### Record excerpts
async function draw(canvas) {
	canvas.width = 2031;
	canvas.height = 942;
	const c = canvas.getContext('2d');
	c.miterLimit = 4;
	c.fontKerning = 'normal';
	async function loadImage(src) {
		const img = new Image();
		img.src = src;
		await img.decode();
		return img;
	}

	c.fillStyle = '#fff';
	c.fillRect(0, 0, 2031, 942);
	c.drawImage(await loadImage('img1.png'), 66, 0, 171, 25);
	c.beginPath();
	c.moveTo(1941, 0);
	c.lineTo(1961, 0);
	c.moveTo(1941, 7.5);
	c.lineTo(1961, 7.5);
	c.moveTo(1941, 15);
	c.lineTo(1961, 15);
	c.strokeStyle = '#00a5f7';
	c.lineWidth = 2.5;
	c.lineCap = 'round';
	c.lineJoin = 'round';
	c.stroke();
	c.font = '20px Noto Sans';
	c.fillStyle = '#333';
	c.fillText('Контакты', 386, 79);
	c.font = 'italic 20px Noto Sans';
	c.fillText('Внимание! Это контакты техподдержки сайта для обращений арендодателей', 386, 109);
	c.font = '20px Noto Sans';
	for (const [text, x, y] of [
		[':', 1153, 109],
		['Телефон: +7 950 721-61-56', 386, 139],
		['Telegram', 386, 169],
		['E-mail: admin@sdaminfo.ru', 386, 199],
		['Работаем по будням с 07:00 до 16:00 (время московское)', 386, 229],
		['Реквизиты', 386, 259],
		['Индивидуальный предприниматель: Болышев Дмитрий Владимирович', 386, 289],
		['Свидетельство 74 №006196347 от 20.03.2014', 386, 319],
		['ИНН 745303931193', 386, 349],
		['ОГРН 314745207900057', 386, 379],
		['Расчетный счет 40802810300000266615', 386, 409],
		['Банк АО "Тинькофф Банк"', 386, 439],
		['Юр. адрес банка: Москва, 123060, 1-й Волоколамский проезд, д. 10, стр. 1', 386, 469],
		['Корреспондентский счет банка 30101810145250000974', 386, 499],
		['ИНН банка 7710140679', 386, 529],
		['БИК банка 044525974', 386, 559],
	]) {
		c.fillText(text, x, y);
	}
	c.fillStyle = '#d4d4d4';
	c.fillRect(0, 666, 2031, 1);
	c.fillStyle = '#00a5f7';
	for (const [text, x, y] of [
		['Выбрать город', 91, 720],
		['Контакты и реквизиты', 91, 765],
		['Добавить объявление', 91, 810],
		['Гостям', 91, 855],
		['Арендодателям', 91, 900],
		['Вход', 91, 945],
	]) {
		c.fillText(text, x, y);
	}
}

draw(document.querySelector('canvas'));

---

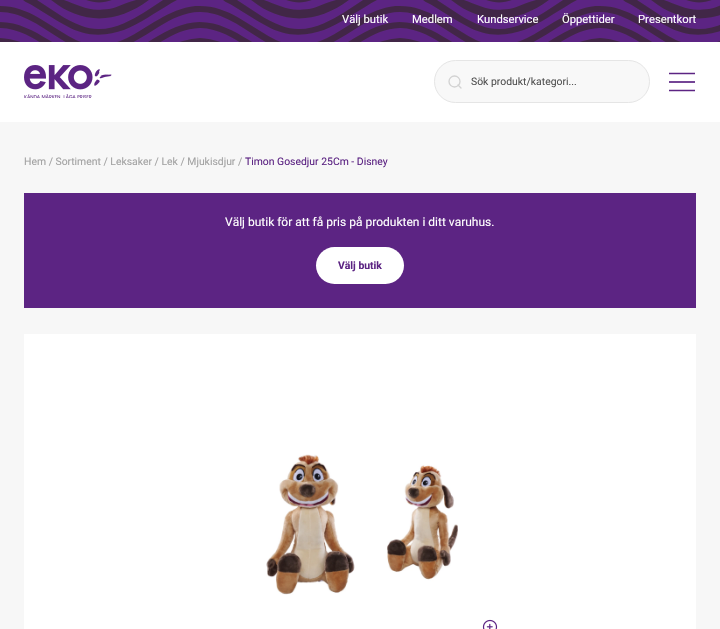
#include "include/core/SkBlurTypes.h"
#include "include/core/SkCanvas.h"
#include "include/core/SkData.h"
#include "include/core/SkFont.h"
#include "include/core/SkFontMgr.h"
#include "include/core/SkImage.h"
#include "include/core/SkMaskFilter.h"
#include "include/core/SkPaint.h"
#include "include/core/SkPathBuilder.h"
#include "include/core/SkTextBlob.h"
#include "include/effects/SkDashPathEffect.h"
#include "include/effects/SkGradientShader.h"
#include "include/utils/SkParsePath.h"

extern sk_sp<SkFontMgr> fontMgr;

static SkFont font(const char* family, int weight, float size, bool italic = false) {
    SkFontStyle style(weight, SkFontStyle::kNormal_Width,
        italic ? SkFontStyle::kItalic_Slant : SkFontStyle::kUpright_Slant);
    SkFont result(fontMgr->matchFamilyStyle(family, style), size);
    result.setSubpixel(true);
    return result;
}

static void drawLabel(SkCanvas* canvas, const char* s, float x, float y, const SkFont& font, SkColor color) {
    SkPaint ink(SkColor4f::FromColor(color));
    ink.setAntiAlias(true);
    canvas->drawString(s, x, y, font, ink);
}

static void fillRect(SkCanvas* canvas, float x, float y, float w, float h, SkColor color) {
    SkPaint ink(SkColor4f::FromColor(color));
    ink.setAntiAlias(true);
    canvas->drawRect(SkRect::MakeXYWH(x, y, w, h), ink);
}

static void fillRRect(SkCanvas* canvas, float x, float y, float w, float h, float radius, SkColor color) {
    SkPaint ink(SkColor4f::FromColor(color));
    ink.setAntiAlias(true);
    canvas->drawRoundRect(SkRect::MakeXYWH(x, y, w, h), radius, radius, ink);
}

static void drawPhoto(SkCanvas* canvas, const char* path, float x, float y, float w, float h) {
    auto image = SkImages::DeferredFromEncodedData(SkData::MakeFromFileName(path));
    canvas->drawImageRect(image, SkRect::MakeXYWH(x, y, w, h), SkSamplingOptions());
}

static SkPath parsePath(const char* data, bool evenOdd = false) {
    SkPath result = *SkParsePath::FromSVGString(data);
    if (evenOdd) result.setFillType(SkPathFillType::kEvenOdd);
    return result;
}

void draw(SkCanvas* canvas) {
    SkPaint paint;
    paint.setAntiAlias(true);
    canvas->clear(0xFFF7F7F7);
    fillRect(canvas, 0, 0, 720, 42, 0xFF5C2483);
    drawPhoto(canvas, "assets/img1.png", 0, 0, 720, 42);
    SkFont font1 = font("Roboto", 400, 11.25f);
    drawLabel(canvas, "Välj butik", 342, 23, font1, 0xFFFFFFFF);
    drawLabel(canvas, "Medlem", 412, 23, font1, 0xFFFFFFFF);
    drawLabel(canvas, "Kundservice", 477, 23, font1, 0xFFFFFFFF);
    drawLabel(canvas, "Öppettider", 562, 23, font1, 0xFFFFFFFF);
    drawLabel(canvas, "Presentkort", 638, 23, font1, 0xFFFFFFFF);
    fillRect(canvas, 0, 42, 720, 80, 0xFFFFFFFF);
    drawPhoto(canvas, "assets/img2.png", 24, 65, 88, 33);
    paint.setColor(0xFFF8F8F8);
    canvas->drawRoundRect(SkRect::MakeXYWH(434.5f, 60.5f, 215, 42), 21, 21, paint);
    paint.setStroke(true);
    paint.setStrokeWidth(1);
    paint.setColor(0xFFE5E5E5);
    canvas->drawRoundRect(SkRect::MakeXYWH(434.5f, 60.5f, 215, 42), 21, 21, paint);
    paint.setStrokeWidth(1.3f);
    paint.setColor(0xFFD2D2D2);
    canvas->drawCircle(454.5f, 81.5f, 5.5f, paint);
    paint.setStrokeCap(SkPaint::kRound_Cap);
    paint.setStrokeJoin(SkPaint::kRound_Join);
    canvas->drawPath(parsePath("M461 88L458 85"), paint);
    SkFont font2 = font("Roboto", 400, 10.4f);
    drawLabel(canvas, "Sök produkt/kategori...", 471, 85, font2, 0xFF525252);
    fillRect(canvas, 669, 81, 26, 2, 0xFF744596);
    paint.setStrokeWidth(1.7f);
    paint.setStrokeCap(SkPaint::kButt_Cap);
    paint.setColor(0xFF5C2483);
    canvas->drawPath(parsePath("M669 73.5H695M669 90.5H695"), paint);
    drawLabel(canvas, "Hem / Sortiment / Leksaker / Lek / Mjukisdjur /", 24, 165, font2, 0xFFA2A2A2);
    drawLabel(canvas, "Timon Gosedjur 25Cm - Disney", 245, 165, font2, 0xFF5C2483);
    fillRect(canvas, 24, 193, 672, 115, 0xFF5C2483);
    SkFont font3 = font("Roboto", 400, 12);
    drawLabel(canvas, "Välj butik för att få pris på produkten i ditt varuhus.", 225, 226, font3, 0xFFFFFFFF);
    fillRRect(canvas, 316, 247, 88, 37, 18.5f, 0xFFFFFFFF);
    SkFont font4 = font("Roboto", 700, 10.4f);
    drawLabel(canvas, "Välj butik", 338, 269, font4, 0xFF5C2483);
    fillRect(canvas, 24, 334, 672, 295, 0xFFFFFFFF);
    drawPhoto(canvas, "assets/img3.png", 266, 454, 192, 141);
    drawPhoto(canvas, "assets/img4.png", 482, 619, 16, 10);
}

### How to complete this task
Look through the records above and please copy every line in which the string "SkFontMgr" occurs.

### Result below
#include "include/core/SkFontMgr.h"
extern sk_sp<SkFontMgr> fontMgr;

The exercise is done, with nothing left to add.